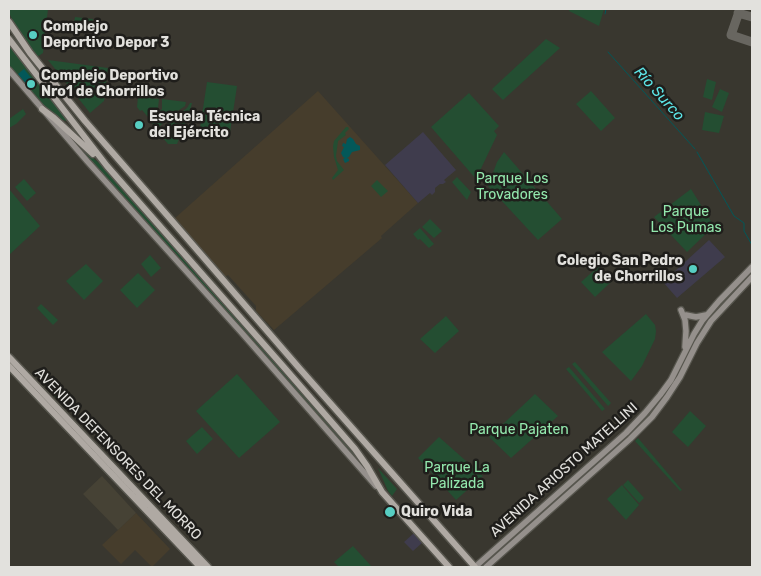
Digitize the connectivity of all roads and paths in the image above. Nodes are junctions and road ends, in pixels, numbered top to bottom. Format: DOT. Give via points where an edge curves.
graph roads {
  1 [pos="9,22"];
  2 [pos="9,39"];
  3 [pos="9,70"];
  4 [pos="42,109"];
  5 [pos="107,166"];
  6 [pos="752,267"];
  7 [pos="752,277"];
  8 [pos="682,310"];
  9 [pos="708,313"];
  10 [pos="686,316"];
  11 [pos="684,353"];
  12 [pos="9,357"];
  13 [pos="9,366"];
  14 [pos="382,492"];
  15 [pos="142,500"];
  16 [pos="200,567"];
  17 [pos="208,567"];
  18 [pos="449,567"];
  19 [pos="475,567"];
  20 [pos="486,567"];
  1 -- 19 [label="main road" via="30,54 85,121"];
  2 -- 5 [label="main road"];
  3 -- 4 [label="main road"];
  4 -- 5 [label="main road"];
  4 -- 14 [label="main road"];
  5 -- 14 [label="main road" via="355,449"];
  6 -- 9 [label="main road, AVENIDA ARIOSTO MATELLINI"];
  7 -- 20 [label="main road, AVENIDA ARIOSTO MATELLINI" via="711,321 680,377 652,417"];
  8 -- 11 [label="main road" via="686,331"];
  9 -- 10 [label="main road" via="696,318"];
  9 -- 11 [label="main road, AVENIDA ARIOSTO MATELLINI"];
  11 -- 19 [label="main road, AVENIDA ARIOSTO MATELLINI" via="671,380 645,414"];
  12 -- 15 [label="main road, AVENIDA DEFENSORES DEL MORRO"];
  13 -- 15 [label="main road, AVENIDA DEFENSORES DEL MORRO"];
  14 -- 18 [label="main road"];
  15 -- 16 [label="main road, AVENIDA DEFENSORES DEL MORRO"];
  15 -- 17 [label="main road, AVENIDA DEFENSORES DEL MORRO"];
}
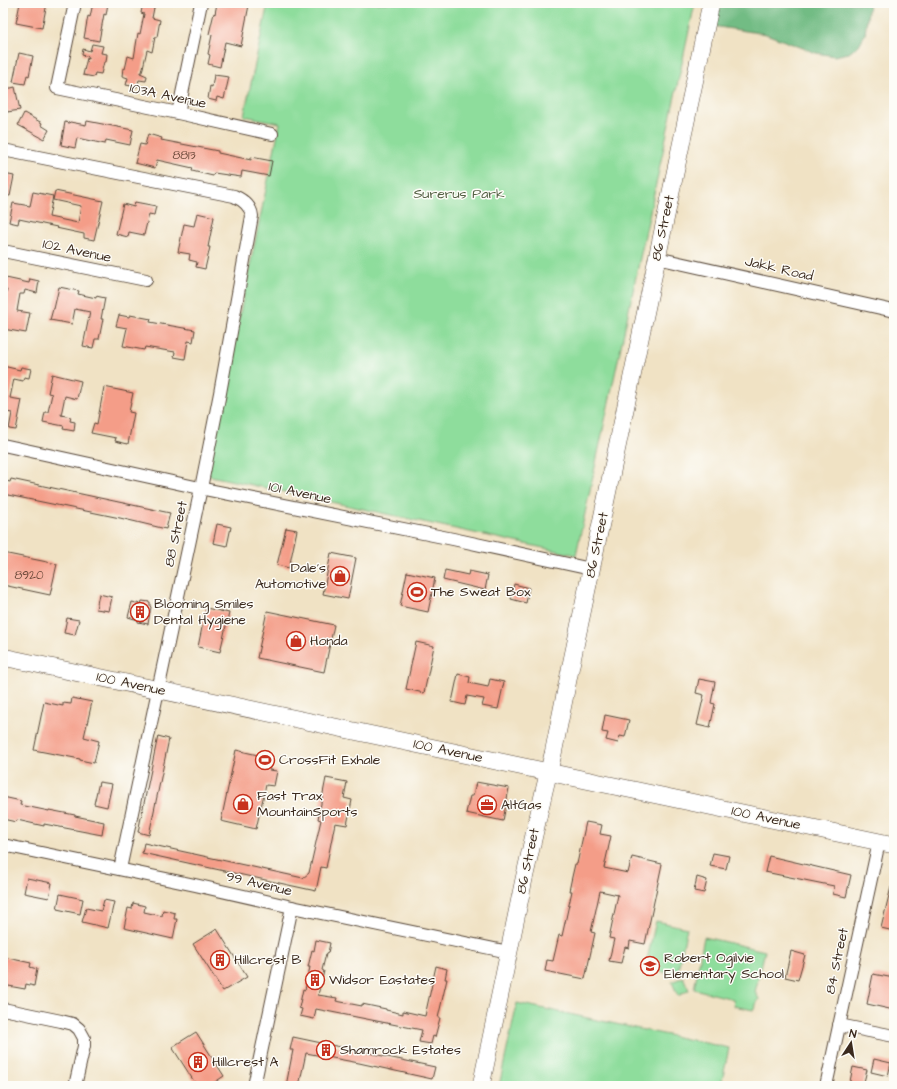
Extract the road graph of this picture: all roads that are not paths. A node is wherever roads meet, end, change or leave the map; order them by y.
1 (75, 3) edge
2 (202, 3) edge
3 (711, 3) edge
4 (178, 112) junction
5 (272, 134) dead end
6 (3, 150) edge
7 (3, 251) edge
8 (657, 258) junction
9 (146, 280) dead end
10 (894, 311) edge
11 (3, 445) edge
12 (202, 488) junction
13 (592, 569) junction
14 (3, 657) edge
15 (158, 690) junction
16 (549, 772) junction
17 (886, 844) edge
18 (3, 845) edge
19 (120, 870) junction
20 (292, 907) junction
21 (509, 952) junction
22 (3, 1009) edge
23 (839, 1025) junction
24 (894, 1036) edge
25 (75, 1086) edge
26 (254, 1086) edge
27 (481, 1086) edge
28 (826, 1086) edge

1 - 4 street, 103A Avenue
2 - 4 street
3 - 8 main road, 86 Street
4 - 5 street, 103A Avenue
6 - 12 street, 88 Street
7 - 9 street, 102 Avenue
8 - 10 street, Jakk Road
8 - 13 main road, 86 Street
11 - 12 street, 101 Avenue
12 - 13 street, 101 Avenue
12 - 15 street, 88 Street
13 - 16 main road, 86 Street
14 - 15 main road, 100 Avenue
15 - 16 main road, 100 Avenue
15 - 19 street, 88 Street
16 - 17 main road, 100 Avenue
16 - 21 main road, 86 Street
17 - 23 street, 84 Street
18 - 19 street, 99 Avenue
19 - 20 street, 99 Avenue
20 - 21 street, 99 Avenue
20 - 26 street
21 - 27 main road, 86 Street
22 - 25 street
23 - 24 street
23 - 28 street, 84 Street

****************

• _WHAT THE TASK REQUIRES_
Write out the entries above verbatim, without pictures.

• _ANSWER FOR THIS EXERCISE_
Digitize the connectivity of all roads and paths in the image above. Nodes are junctions and road ends, in pixels, numbered top to bottom. Format: DOT. Give via points where an edge curves.
graph roads {
  1 [pos="9,22"];
  2 [pos="9,39"];
  3 [pos="9,70"];
  4 [pos="42,109"];
  5 [pos="107,166"];
  6 [pos="752,267"];
  7 [pos="752,277"];
  8 [pos="682,310"];
  9 [pos="708,313"];
  10 [pos="686,316"];
  11 [pos="684,353"];
  12 [pos="9,357"];
  13 [pos="9,366"];
  14 [pos="382,492"];
  15 [pos="142,500"];
  16 [pos="200,567"];
  17 [pos="208,567"];
  18 [pos="449,567"];
  19 [pos="475,567"];
  20 [pos="486,567"];
  1 -- 19 [label="main road" via="30,54 85,121"];
  2 -- 5 [label="main road"];
  3 -- 4 [label="main road"];
  4 -- 5 [label="main road"];
  4 -- 14 [label="main road"];
  5 -- 14 [label="main road" via="355,449"];
  6 -- 9 [label="main road, AVENIDA ARIOSTO MATELLINI"];
  7 -- 20 [label="main road, AVENIDA ARIOSTO MATELLINI" via="711,321 680,377 652,417"];
  8 -- 11 [label="main road" via="686,331"];
  9 -- 10 [label="main road" via="696,318"];
  9 -- 11 [label="main road, AVENIDA ARIOSTO MATELLINI"];
  11 -- 19 [label="main road, AVENIDA ARIOSTO MATELLINI" via="671,380 645,414"];
  12 -- 15 [label="main road, AVENIDA DEFENSORES DEL MORRO"];
  13 -- 15 [label="main road, AVENIDA DEFENSORES DEL MORRO"];
  14 -- 18 [label="main road"];
  15 -- 16 [label="main road, AVENIDA DEFENSORES DEL MORRO"];
  15 -- 17 [label="main road, AVENIDA DEFENSORES DEL MORRO"];
}
Extract the road graph of this picture: all roads that are not paths. A node is wherever roads meet, end, change or leave the map; order them by y.
1 (75, 3) edge
2 (202, 3) edge
3 (711, 3) edge
4 (178, 112) junction
5 (272, 134) dead end
6 (3, 150) edge
7 (3, 251) edge
8 (657, 258) junction
9 (146, 280) dead end
10 (894, 311) edge
11 (3, 445) edge
12 (202, 488) junction
13 (592, 569) junction
14 (3, 657) edge
15 (158, 690) junction
16 (549, 772) junction
17 (886, 844) edge
18 (3, 845) edge
19 (120, 870) junction
20 (292, 907) junction
21 (509, 952) junction
22 (3, 1009) edge
23 (839, 1025) junction
24 (894, 1036) edge
25 (75, 1086) edge
26 (254, 1086) edge
27 (481, 1086) edge
28 (826, 1086) edge

1 - 4 street, 103A Avenue
2 - 4 street
3 - 8 main road, 86 Street
4 - 5 street, 103A Avenue
6 - 12 street, 88 Street
7 - 9 street, 102 Avenue
8 - 10 street, Jakk Road
8 - 13 main road, 86 Street
11 - 12 street, 101 Avenue
12 - 13 street, 101 Avenue
12 - 15 street, 88 Street
13 - 16 main road, 86 Street
14 - 15 main road, 100 Avenue
15 - 16 main road, 100 Avenue
15 - 19 street, 88 Street
16 - 17 main road, 100 Avenue
16 - 21 main road, 86 Street
17 - 23 street, 84 Street
18 - 19 street, 99 Avenue
19 - 20 street, 99 Avenue
20 - 21 street, 99 Avenue
20 - 26 street
21 - 27 main road, 86 Street
22 - 25 street
23 - 24 street
23 - 28 street, 84 Street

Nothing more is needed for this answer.